*Try it*
Scan the material for the word "name", then return every line where it appears.

*Source data*

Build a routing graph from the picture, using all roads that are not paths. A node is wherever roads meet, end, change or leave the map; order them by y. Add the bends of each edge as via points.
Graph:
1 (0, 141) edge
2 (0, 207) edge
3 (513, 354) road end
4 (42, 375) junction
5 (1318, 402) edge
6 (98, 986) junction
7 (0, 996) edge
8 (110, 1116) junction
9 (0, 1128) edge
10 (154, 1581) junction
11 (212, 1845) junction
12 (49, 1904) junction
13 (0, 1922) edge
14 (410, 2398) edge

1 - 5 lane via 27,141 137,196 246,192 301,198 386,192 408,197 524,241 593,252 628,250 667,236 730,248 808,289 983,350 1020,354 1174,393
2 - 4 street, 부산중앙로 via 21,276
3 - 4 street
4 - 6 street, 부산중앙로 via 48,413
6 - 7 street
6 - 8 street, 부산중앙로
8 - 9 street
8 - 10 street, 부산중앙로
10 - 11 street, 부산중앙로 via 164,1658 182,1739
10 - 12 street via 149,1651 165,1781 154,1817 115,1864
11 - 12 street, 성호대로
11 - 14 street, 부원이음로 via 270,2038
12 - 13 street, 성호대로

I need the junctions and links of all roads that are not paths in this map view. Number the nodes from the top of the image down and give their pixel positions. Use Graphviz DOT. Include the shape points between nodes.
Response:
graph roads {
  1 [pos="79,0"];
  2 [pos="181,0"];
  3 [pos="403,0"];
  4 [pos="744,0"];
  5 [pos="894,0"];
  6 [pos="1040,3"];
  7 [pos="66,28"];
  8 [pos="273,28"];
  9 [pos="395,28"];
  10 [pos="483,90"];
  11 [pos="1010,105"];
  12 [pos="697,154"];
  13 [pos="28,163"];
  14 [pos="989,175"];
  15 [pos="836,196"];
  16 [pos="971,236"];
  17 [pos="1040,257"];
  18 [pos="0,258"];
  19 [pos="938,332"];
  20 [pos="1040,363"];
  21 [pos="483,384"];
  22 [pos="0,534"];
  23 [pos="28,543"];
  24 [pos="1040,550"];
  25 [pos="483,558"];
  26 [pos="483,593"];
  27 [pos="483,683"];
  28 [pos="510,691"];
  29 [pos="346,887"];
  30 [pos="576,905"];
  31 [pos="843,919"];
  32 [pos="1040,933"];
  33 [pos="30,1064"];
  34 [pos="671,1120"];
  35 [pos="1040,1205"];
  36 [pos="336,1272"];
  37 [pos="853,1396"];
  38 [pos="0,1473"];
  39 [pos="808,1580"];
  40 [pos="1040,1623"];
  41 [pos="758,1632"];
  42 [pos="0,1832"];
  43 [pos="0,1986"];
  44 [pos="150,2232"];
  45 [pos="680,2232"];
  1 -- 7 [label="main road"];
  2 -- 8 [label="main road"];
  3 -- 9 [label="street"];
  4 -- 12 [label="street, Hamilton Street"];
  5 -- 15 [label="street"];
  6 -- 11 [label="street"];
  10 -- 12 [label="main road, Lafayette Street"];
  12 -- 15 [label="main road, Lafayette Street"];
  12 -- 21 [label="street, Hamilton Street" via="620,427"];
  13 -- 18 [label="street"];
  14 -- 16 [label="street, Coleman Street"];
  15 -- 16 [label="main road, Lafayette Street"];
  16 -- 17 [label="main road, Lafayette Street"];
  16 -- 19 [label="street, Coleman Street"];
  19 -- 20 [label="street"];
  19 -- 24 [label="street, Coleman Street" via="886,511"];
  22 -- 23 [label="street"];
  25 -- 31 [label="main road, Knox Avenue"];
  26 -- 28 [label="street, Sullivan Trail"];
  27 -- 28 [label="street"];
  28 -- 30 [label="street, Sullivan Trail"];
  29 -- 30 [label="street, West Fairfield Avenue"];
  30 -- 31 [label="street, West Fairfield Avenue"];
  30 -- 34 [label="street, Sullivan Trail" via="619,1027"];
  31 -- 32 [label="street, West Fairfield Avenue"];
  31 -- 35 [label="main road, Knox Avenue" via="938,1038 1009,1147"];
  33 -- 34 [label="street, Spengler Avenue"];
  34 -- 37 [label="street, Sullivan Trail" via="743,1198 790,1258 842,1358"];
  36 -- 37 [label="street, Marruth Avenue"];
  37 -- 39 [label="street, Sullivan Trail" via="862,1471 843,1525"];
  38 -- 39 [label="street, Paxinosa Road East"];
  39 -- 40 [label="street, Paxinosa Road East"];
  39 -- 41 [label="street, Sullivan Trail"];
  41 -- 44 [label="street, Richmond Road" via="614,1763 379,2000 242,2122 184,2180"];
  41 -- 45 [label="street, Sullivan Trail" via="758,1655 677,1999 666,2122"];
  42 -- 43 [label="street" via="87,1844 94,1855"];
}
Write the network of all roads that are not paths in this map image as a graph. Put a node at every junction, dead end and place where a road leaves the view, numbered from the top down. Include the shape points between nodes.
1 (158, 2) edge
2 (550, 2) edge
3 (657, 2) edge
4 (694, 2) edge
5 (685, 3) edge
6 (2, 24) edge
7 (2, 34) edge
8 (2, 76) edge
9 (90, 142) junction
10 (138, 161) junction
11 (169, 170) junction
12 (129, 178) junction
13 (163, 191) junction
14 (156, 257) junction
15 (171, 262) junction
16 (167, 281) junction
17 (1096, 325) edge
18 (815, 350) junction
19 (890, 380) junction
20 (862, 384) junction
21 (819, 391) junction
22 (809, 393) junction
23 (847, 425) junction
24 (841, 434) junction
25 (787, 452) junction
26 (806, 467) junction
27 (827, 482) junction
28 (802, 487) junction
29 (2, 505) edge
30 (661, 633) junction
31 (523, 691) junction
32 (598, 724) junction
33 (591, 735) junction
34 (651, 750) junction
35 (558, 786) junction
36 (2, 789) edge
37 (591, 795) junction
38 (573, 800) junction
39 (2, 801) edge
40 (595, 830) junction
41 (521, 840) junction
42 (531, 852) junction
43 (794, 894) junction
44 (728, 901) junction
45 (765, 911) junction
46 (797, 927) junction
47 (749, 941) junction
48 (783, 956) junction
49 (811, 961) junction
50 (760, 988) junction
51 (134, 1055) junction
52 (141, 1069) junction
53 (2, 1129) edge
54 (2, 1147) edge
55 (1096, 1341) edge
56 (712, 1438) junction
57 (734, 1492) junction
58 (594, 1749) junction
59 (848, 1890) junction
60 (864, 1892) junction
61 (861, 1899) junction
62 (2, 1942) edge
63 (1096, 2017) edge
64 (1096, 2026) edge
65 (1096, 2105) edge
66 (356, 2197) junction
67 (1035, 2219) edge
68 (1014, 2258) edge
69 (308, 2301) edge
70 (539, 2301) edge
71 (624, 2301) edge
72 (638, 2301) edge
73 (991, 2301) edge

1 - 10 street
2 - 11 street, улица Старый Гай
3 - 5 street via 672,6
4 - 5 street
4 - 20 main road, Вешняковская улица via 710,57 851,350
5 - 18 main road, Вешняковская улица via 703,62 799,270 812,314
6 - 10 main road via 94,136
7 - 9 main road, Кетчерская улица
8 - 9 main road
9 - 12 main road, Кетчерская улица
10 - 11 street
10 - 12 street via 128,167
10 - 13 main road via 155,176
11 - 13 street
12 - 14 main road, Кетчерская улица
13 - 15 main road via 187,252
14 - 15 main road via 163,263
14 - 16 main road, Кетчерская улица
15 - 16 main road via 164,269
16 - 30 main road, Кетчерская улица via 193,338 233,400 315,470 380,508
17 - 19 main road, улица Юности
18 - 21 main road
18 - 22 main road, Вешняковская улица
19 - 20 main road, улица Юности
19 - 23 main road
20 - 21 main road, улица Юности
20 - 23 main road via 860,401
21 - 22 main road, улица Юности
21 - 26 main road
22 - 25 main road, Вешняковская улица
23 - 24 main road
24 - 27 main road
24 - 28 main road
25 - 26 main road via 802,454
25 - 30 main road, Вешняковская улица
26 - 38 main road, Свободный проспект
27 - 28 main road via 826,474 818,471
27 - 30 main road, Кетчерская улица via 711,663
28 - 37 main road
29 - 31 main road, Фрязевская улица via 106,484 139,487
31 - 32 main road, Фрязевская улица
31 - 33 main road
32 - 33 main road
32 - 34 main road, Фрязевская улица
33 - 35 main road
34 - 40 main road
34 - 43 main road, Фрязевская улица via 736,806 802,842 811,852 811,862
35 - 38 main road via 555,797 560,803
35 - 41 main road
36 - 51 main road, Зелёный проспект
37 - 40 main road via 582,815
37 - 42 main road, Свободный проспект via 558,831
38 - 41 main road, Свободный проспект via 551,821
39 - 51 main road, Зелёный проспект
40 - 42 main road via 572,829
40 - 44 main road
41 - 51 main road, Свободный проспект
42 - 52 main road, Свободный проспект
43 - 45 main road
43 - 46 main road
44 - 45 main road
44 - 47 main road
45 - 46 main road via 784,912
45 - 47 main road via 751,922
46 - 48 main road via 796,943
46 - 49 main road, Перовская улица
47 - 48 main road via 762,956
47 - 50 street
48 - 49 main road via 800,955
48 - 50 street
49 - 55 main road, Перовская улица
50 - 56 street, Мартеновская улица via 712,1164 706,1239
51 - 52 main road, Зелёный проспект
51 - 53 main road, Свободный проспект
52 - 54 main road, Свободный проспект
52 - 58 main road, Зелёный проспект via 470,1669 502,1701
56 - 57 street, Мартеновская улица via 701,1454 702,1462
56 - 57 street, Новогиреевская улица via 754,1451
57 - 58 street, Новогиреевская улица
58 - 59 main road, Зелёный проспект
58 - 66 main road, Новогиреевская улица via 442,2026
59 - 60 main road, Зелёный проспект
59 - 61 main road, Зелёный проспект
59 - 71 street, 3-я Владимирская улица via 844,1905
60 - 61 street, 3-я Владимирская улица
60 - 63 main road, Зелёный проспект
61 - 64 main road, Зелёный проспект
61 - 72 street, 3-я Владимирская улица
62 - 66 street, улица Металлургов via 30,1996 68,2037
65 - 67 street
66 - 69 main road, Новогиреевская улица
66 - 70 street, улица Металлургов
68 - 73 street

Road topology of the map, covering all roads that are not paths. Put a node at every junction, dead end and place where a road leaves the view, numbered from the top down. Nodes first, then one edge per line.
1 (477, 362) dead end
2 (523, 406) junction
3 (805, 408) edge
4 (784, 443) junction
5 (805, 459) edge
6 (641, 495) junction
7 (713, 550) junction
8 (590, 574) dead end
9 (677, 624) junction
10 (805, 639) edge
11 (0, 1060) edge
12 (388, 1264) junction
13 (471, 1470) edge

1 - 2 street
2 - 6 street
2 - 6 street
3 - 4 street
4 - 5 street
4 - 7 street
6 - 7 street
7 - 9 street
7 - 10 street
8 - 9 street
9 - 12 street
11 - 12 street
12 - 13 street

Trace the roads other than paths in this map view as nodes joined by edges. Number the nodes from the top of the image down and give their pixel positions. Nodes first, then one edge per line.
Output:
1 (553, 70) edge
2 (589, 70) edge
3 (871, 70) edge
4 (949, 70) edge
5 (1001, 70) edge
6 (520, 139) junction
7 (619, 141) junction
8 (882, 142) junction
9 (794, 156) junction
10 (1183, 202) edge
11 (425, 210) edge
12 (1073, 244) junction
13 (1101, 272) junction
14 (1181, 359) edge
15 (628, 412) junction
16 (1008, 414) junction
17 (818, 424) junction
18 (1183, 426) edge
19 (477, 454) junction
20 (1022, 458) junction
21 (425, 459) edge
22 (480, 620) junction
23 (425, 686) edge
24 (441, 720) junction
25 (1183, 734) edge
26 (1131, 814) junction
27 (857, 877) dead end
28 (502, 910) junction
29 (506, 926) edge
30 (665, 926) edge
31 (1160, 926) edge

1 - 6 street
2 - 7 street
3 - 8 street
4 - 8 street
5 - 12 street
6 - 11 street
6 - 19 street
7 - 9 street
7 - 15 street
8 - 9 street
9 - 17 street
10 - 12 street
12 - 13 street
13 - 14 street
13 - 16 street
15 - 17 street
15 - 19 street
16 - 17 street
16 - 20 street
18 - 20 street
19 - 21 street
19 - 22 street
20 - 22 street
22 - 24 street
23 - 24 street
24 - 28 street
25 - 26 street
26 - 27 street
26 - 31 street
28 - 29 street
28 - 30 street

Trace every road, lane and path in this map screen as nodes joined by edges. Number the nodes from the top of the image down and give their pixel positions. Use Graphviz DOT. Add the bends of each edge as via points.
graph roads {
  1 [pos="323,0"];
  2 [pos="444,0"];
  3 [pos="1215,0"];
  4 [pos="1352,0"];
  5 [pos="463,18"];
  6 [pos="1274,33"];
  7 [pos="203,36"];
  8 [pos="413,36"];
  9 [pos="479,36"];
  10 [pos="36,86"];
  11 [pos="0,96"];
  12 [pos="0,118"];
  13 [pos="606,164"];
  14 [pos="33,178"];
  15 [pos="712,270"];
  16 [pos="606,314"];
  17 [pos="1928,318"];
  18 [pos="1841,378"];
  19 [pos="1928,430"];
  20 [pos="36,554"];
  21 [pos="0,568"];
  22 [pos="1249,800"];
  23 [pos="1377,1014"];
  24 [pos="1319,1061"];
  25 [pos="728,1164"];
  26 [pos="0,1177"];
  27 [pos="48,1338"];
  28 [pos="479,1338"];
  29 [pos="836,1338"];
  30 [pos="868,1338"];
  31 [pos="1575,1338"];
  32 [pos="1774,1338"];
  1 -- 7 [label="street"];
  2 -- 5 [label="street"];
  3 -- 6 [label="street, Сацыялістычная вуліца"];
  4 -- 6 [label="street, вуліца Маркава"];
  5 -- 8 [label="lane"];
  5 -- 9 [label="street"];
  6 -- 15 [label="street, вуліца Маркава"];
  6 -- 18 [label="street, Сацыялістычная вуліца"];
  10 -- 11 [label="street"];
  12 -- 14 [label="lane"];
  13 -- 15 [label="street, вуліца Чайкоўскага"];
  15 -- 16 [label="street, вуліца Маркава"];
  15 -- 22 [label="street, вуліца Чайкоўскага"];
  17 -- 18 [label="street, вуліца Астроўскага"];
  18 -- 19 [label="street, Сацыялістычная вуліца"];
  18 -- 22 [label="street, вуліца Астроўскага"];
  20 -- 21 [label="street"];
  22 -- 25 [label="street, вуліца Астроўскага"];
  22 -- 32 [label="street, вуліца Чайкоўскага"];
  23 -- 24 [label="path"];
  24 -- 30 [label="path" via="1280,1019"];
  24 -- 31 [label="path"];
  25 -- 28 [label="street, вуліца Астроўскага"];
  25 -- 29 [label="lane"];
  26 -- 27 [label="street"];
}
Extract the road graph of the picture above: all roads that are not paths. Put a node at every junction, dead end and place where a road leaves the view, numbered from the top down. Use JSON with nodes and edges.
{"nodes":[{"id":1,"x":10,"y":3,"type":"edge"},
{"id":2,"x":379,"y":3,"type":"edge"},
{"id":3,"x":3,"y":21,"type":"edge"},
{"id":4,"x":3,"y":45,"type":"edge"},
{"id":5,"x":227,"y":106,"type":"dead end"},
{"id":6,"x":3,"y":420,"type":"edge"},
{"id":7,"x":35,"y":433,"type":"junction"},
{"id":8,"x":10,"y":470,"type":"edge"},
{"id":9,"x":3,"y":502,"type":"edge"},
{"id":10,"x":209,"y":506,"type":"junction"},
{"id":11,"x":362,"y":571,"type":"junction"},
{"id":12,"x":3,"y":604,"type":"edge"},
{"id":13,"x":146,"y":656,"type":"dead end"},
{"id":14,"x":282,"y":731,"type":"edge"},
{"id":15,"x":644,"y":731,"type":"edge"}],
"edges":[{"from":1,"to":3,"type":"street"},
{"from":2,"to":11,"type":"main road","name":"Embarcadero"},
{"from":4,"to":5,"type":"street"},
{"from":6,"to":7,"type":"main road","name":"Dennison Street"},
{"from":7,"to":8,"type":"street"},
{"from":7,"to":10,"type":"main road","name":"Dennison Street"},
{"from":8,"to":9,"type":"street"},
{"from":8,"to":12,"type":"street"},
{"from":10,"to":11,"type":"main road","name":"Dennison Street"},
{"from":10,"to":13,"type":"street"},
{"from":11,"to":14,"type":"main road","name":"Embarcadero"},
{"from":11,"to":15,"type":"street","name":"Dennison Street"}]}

*Your response*
{"from":2,"to":11,"type":"main road","name":"Embarcadero"},
{"from":6,"to":7,"type":"main road","name":"Dennison Street"},
{"from":7,"to":10,"type":"main road","name":"Dennison Street"},
{"from":10,"to":11,"type":"main road","name":"Dennison Street"},
{"from":11,"to":14,"type":"main road","name":"Embarcadero"},
{"from":11,"to":15,"type":"street","name":"Dennison Street"}]}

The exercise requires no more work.